- [TASK REQUIREMENTS]:
Return every line of the data below that includes the string "arct".

- [Saved entries]:
⟨

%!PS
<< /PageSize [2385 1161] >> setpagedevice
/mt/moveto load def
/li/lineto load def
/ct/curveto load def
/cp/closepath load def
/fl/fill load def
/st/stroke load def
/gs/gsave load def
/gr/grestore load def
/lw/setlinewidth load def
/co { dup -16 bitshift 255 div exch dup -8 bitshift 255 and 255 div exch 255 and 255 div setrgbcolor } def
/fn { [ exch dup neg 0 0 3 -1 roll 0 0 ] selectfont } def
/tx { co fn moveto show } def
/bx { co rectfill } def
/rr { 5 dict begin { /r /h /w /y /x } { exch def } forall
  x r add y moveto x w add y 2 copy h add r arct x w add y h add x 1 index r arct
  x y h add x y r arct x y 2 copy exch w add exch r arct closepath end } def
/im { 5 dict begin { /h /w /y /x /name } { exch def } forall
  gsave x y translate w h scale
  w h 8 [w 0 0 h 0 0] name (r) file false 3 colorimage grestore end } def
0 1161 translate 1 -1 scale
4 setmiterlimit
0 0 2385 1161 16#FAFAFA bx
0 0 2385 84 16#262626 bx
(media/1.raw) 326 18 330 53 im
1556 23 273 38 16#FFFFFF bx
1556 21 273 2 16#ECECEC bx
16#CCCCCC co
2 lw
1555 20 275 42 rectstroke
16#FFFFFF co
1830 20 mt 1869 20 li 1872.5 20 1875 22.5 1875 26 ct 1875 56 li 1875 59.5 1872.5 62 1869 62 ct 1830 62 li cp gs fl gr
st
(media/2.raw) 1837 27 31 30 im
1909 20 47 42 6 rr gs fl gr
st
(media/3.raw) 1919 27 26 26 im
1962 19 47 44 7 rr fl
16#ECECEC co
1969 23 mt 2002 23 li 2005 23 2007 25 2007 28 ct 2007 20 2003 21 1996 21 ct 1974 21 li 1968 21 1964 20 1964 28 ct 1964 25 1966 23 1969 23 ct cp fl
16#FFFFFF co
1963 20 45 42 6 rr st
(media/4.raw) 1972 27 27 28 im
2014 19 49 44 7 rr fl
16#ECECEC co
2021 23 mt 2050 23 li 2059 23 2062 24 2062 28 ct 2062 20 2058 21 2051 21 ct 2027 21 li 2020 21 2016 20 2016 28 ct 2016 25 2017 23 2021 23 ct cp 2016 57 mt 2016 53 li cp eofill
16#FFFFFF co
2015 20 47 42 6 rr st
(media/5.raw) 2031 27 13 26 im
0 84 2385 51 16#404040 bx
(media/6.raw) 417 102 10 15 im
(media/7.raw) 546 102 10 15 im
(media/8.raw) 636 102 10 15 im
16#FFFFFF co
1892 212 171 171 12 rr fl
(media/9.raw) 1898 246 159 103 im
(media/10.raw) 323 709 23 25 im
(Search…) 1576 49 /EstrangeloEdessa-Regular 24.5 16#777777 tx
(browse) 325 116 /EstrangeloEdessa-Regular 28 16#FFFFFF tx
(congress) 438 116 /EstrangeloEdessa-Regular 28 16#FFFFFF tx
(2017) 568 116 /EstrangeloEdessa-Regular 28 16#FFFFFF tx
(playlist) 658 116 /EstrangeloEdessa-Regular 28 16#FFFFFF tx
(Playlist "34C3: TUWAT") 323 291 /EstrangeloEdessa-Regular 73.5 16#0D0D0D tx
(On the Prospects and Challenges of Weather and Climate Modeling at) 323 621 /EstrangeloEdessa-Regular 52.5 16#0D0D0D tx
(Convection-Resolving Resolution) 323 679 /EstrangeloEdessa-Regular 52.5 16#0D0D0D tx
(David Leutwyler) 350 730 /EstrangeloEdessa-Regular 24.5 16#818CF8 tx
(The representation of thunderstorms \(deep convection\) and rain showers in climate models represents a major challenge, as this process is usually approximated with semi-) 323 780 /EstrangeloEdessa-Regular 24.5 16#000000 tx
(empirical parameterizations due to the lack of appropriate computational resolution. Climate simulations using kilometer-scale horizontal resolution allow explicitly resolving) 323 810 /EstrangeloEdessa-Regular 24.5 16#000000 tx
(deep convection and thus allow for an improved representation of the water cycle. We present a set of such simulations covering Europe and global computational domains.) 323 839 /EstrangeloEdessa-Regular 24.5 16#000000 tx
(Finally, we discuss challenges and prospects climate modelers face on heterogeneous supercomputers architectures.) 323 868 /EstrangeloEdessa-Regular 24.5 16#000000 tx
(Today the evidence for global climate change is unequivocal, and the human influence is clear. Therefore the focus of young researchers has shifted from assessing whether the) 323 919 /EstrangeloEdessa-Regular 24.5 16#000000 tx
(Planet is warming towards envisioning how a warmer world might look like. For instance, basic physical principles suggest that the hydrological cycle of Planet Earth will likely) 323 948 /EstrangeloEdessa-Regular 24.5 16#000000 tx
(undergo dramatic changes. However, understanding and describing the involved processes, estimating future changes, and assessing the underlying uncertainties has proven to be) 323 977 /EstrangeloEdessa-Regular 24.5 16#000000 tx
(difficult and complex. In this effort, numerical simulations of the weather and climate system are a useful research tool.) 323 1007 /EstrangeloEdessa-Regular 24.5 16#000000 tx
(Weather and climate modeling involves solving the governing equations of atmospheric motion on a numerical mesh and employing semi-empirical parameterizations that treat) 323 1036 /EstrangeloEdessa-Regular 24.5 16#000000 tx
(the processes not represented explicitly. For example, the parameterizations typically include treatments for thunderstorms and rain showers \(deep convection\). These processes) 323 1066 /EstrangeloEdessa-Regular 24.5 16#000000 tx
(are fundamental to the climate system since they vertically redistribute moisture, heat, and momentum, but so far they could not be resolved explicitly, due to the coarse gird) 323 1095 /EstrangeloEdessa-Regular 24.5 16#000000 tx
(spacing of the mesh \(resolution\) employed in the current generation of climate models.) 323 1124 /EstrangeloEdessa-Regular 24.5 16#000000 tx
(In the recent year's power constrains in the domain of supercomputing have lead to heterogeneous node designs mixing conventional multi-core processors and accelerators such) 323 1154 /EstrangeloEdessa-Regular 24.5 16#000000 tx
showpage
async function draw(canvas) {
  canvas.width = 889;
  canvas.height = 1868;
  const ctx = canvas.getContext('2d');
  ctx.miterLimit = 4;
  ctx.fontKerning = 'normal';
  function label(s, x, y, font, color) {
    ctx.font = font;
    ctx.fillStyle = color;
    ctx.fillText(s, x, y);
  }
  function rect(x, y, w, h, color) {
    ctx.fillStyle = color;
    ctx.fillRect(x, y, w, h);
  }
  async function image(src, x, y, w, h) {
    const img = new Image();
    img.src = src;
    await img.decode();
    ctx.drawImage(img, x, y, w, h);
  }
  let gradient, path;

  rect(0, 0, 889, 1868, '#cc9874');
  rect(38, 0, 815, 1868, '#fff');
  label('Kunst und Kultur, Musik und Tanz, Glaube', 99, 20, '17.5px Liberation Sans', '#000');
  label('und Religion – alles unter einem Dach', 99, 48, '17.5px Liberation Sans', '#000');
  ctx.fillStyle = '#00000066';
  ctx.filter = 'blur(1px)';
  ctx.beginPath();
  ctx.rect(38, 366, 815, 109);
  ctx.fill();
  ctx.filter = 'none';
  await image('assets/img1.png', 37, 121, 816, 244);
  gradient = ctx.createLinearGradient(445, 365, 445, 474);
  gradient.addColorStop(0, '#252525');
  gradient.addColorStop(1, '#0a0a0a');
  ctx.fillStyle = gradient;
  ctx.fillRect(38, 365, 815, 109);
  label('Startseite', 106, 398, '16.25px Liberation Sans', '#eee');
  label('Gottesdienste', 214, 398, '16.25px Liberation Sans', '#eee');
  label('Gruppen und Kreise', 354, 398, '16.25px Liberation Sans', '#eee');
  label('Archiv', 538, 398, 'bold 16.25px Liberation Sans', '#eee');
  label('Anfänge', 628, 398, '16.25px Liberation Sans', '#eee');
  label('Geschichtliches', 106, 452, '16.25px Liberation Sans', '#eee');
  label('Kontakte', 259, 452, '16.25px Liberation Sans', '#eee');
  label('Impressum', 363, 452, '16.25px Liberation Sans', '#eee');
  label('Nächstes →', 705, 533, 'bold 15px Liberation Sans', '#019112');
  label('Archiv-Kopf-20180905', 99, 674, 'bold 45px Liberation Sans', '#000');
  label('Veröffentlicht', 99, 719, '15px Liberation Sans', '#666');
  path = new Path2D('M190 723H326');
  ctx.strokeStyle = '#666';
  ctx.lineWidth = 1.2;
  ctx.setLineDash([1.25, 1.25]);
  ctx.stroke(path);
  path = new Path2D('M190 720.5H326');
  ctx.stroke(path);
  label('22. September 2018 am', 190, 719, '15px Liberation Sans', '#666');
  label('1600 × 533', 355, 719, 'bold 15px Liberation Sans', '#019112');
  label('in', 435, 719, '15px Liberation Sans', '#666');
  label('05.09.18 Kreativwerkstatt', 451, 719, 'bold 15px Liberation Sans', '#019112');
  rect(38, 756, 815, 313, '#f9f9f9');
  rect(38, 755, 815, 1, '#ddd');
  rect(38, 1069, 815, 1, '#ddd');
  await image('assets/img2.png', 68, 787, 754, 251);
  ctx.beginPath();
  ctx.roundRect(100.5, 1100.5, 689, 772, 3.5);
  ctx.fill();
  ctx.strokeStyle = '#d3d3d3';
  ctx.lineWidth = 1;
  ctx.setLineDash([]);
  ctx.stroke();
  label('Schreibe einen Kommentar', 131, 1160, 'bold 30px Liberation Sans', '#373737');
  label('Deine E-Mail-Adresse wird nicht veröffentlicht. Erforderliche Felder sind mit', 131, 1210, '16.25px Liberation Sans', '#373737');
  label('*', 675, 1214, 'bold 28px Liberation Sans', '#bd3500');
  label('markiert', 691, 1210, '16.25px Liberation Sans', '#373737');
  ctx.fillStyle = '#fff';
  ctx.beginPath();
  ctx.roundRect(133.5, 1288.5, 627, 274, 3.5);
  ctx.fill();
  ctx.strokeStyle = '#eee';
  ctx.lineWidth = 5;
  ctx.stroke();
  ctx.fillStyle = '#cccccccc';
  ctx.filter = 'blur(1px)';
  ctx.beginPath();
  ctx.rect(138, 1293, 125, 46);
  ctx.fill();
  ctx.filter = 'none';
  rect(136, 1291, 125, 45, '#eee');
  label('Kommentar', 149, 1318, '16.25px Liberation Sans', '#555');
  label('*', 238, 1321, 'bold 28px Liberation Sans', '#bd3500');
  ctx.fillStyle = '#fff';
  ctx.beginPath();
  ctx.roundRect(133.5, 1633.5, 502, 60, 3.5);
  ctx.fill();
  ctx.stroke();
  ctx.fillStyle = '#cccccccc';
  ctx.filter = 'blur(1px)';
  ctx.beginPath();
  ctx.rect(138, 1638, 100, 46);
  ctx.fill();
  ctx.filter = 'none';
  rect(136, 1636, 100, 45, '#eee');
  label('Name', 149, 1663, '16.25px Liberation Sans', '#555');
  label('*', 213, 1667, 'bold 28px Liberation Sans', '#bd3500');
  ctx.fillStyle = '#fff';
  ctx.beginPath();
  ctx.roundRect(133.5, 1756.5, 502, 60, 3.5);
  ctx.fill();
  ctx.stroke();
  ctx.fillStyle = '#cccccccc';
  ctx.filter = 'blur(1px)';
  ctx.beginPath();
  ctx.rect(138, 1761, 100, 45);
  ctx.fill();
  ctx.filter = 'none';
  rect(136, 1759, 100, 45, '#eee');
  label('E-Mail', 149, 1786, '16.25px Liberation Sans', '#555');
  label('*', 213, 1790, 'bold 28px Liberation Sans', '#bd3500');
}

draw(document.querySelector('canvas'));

⟩

- [ANSWER TO THE EXERCISE]:
  x r add y moveto x w add y 2 copy h add r arct x w add y h add x 1 index r arct
  x y h add x y r arct x y 2 copy exch w add exch r arct closepath end } def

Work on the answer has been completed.